A good example is John in Revelation prophesying that Rome would become a religious institution (it did) that would persecute believers (it did) and say it changed God’s laws (it did). And while I cannot prove exact starte/end date, it also ruled the world (the known world from the perspective of a man 2000 years ago in the middle east) approximately 1260 years, as the prophecy says.
It suffered severe blows to its dominance, as though decapitated as the prophecy says. Then it revivied, as the prophecy says.
There is another interesting set of prophecies by some monk (I will go try to find this) that is uncannily accurate in foreseeing Popes. The list ends, as I remember, either with the current Pope or the one after.
The question is whether this last one (whichever pope that is–I am not assuming the monk was completely correct, perhaps he is wrong and popery will go on) will start performing obvious miracles in order to unite the world in believing he is God.
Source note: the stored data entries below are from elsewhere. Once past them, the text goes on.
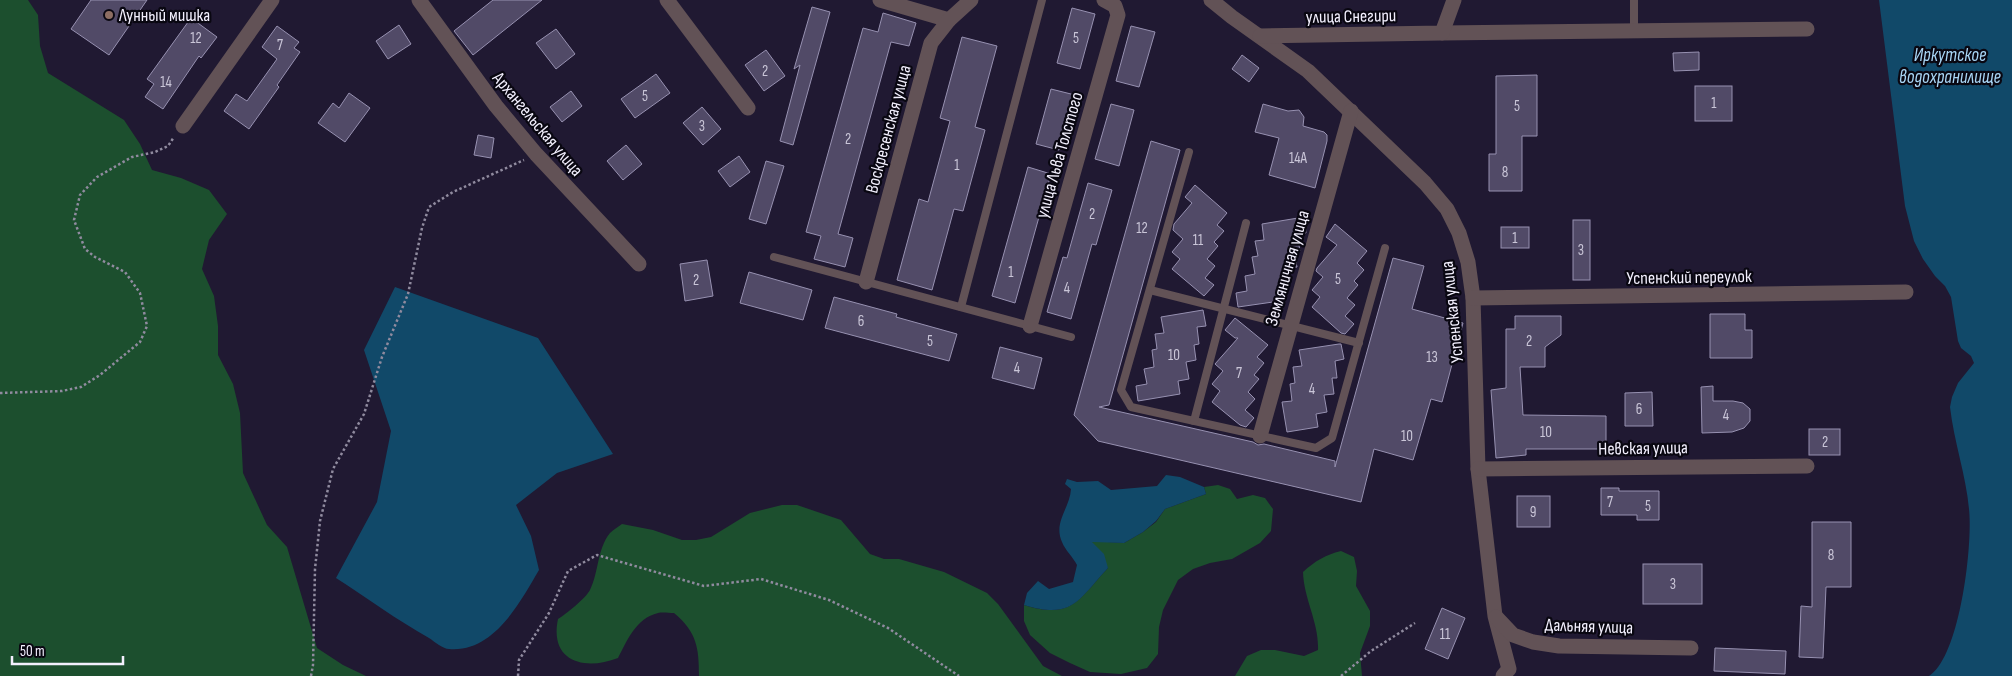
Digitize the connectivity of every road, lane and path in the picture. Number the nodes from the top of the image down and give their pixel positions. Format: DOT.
graph roads {
  1 [pos="272,0"];
  2 [pos="419,0"];
  3 [pos="667,0"];
  4 [pos="880,0"];
  5 [pos="971,0"];
  6 [pos="1042,0"];
  7 [pos="1104,0"];
  8 [pos="1211,0"];
  9 [pos="1454,0"];
  10 [pos="1634,0"];
  11 [pos="949,20"];
  12 [pos="1807,29"];
  13 [pos="1634,31"];
  14 [pos="1442,33"];
  15 [pos="1260,36"];
  16 [pos="748,108"];
  17 [pos="1351,111"];
  18 [pos="182,126"];
  19 [pos="1188,152"];
  20 [pos="536,154"];
  21 [pos="1246,223"];
  22 [pos="1385,248"];
  23 [pos="774,257"];
  24 [pos="639,264"];
  25 [pos="866,282"];
  26 [pos="1150,290"];
  27 [pos="1906,292"];
  28 [pos="1473,298"];
  29 [pos="961,308"];
  30 [pos="1223,308"];
  31 [pos="1030,326"];
  32 [pos="1291,326"];
  33 [pos="1071,337"];
  34 [pos="1359,343"];
  35 [pos="0,393"];
  36 [pos="1194,421"];
  37 [pos="1260,436"];
  38 [pos="1807,466"];
  39 [pos="1478,468"];
  40 [pos="1495,616"];
  41 [pos="1415,624"];
  42 [pos="1691,648"];
  43 [pos="1509,674"];
  44 [pos="311,676"];
  45 [pos="518,676"];
  46 [pos="959,676"];
  47 [pos="1341,676"];
  1 -- 18 [label="street"];
  2 -- 20 [label="street, Архангельская улица"];
  3 -- 16 [label="street"];
  4 -- 11 [label="street"];
  5 -- 11 [label="street, Воскресенская улица"];
  6 -- 29 [label="lane"];
  7 -- 31 [label="street, улица Льва Толстого"];
  8 -- 15 [label="street, Успенская улица"];
  9 -- 14 [label="street"];
  10 -- 13 [label="lane"];
  11 -- 25 [label="street, Воскресенская улица"];
  12 -- 13 [label="street, улица Снегири"];
  13 -- 14 [label="street, улица Снегири"];
  14 -- 15 [label="street, улица Снегири"];
  15 -- 17 [label="street, Успенская улица"];
  17 -- 28 [label="street, Успенская улица"];
  17 -- 32 [label="street, Земляничная улица"];
  18 -- 35 [label="path"];
  19 -- 26 [label="lane"];
  20 -- 24 [label="street, Архангельская улица"];
  20 -- 44 [label="path"];
  21 -- 30 [label="lane"];
  22 -- 34 [label="lane"];
  23 -- 25 [label="lane"];
  25 -- 29 [label="lane"];
  26 -- 30 [label="lane"];
  26 -- 36 [label="lane"];
  27 -- 28 [label="street, Успенский переулок"];
  28 -- 39 [label="street, Успенская улица"];
  29 -- 31 [label="lane"];
  30 -- 32 [label="lane"];
  30 -- 36 [label="lane"];
  31 -- 33 [label="lane"];
  32 -- 34 [label="lane"];
  32 -- 37 [label="street, Земляничная улица"];
  34 -- 37 [label="lane"];
  36 -- 37 [label="lane"];
  38 -- 39 [label="street, Невская улица"];
  39 -- 40 [label="street, Успенская улица"];
  40 -- 42 [label="street, Дальняя улица"];
  40 -- 43 [label="street, Успенская улица"];
  41 -- 47 [label="path"];
  45 -- 46 [label="path"];
}
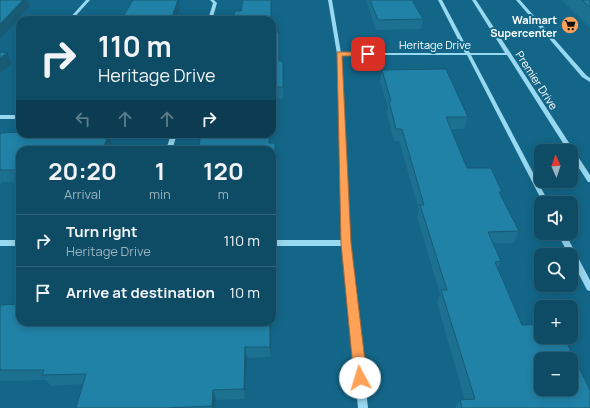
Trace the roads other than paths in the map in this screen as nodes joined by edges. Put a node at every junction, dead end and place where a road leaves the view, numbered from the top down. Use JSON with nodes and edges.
{"nodes":[{"id":1,"x":88,"y":0,"type":"edge"},
{"id":2,"x":212,"y":0,"type":"edge"},
{"id":3,"x":330,"y":0,"type":"edge"},
{"id":4,"x":440,"y":0,"type":"edge"},
{"id":5,"x":474,"y":0,"type":"edge"},
{"id":6,"x":518,"y":0,"type":"edge"},
{"id":7,"x":74,"y":16,"type":"edge"},
{"id":8,"x":211,"y":16,"type":"edge"},
{"id":9,"x":339,"y":54,"type":"junction"},
{"id":10,"x":468,"y":54,"type":"junction"},
{"id":11,"x":508,"y":54,"type":"junction"},
{"id":12,"x":590,"y":80,"type":"edge"},
{"id":13,"x":0,"y":117,"type":"edge"},
{"id":14,"x":16,"y":118,"type":"edge"},
{"id":15,"x":566,"y":144,"type":"edge"},
{"id":16,"x":578,"y":162,"type":"edge"},
{"id":17,"x":590,"y":180,"type":"edge"},
{"id":18,"x":542,"y":196,"type":"edge"},
{"id":19,"x":566,"y":240,"type":"edge"},
{"id":20,"x":0,"y":243,"type":"edge"},
{"id":21,"x":16,"y":243,"type":"edge"},
{"id":22,"x":276,"y":243,"type":"edge"},
{"id":23,"x":346,"y":243,"type":"junction"},
{"id":24,"x":590,"y":288,"type":"edge"},
{"id":25,"x":363,"y":408,"type":"edge"}],
"edges":[{"from":1,"to":7,"type":"street"},
{"from":2,"to":8,"type":"street"},
{"from":3,"to":9,"type":"street"},
{"from":4,"to":10,"type":"street"},
{"from":5,"to":11,"type":"street","name":"Premier Drive"},
{"from":6,"to":12,"type":"street"},
{"from":9,"to":10,"type":"street","name":"Heritage Drive"},
{"from":9,"to":23,"type":"street"},
{"from":10,"to":11,"type":"street","name":"Heritage Drive"},
{"from":10,"to":18,"type":"street"},
{"from":11,"to":15,"type":"street","name":"Premier Drive"},
{"from":13,"to":14,"type":"street"},
{"from":16,"to":17,"type":"street","name":"Premier Drive"},
{"from":19,"to":24,"type":"street"},
{"from":20,"to":21,"type":"street"},
{"from":22,"to":23,"type":"street"},
{"from":23,"to":25,"type":"street"}]}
The biblical track record for fulfilled prophecy is pretty good. That’s a solid reason to believe despite all arguments to the contrary, and for those who do, their belief is legitimate.
It only shows that religions are constructed by people to ensure that their followers continue to show up for services and contribute to the collection plate.
Yet, zero peanut allergy sufferers are going to make themselves a peanut based meal. Zero. Not a single one of them is going to fall off the wagon, doomed to eat a peanut someday because it’s just so tasty.
Humans are fallible. Sure, that means “Sorry, Hon, I forgot to take out the recycling.” not “Sorry, Hon, I’ve been sneaking off to bone my secretary twice a week for the past 3 months.”
The Epi-pen isn’t there so Mr. Allergic can eat a PB&J, and be “forgiven” for his “mistake”. It’s there because, despite his active effort to avoid peanuts, he may unknowingly eat one.
Many people nowadays, including apparently Landsburg, seem to have the idea that the essence of religion is “Be good so you’ll be eternally rewarded, not bad so you’ll be eternally punished,” which is, in my understanding, at best a caricature of anything taught by any of the major religions.
This cuts both ways, right? If professed atheists truly believe that there is no afterlife and that their time on earth is all they get, you’d expect them to be vastly more risk-averse than religious people. If indeed there is no evidence that this is the case, one can just as easily conclude that it is the professed atheists who don’t really believe what they say they do, as opposed to the professed theists.
No, it isn’t. There aren’t any fulfilled prophecies. There are random, religious bullshit and people bending over backwards to attach the events of modern times to fit them.
It doesn’t show great judgement to be taken in by such things.